Problem requirements –
Find the word "paths" in the listing below, then return every line it appears in.

Information shown –
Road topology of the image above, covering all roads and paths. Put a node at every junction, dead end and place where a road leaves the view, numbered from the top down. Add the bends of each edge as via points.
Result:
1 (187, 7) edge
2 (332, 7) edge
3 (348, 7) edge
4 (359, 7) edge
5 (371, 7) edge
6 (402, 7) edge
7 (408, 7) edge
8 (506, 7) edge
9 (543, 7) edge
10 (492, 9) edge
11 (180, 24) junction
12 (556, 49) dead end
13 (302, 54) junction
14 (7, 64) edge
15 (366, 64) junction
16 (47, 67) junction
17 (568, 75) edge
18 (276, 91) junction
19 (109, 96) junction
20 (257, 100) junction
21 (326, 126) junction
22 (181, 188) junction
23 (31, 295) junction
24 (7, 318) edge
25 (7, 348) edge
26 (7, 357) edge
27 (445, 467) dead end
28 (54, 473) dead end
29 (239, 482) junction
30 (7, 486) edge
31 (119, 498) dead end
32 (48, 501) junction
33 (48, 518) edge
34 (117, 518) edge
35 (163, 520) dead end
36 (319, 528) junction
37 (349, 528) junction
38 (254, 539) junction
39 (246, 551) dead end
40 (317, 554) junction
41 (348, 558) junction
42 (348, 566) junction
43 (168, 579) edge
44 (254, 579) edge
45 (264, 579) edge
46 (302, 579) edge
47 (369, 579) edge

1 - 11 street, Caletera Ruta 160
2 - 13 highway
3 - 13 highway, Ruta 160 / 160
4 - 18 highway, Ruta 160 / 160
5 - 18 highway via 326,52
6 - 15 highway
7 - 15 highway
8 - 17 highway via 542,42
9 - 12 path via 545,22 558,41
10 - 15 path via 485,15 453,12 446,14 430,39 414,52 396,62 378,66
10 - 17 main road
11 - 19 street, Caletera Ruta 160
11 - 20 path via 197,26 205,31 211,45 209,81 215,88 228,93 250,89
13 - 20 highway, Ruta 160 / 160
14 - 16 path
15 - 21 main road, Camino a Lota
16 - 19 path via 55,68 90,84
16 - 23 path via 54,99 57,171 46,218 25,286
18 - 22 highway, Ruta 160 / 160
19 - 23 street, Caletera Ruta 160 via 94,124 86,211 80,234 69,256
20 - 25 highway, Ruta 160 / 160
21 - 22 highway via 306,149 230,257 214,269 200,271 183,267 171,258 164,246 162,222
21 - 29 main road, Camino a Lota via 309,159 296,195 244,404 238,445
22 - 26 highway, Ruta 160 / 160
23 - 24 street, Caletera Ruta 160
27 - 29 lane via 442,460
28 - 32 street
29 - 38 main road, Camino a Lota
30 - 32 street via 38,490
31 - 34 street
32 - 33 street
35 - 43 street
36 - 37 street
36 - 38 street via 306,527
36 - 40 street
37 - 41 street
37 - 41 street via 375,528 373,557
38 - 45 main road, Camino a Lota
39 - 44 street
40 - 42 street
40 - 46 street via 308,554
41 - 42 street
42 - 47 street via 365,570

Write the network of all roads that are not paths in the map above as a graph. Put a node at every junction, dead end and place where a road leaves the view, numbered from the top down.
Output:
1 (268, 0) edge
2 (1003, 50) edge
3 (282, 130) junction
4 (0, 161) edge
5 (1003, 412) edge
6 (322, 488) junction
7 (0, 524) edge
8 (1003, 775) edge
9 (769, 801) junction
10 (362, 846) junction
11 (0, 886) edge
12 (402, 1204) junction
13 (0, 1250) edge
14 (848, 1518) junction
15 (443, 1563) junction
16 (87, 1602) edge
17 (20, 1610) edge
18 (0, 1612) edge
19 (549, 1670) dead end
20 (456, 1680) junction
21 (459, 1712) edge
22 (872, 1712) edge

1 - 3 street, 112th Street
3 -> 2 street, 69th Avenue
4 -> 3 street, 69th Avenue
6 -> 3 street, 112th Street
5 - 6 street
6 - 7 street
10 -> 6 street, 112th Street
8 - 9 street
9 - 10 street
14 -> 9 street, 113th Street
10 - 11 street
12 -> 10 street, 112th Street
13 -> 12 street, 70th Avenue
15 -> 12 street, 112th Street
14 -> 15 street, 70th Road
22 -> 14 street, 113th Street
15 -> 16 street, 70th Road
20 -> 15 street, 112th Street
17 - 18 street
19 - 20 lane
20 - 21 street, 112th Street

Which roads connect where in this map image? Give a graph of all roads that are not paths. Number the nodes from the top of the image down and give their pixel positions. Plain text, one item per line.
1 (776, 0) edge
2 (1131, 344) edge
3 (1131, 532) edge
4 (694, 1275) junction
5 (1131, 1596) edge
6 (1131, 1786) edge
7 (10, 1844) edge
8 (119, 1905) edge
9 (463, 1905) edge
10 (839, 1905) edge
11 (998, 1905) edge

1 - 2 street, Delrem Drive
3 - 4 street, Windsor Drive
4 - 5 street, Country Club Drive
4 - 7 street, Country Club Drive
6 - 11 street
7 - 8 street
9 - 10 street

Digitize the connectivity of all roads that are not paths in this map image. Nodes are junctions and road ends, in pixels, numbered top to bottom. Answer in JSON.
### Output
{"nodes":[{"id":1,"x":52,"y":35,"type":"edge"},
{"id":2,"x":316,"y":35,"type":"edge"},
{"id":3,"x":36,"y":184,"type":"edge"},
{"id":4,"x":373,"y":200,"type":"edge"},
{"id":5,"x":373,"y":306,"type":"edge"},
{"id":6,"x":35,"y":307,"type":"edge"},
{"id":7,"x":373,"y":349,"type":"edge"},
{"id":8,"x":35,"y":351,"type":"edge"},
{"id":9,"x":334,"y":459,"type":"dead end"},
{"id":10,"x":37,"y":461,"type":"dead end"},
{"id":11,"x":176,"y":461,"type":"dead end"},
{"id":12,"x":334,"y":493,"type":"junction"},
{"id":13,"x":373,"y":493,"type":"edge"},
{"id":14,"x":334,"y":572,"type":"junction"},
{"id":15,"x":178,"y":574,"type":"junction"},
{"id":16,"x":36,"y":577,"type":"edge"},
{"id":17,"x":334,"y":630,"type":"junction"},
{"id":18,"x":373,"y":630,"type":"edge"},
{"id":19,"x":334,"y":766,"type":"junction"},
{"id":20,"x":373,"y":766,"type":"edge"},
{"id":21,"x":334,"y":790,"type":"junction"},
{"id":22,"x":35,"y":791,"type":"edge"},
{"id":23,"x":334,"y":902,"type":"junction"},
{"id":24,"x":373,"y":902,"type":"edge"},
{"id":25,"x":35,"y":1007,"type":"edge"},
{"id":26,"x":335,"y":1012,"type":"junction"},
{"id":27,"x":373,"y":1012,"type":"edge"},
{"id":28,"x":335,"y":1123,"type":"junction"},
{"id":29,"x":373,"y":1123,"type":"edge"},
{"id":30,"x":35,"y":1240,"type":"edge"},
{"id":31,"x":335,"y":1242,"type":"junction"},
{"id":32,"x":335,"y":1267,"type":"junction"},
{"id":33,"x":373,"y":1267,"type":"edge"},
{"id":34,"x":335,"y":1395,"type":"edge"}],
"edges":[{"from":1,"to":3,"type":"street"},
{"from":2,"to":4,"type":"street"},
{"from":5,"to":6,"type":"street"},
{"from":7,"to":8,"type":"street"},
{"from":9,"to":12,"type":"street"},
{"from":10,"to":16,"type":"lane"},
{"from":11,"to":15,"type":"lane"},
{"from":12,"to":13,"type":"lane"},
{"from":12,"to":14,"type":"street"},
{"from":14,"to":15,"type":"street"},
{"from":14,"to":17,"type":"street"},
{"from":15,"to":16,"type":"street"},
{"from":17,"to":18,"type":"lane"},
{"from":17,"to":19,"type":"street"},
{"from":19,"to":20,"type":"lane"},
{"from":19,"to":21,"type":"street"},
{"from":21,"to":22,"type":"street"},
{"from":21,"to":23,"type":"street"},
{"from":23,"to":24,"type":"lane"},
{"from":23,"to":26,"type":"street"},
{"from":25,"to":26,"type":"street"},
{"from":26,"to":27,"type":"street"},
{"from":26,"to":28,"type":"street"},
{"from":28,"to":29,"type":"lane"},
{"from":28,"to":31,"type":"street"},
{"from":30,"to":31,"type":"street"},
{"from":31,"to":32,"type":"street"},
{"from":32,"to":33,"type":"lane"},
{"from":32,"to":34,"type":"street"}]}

Exercise output –
Road topology of the image above, covering all roads and paths. Put a node at every junction, dead end and place where a road leaves the view, numbered from the top down. Add the bends of each edge as via points.
Write the network of all roads that are not paths in the map above as a graph. Put a node at every junction, dead end and place where a road leaves the view, numbered from the top down.
Which roads connect where in this map image? Give a graph of all roads that are not paths. Number the nodes from the top of the image down and give their pixel positions. Plain text, one item per line.
Digitize the connectivity of all roads that are not paths in this map image. Nodes are junctions and road ends, in pixels, numbered top to bottom. Answer in JSON.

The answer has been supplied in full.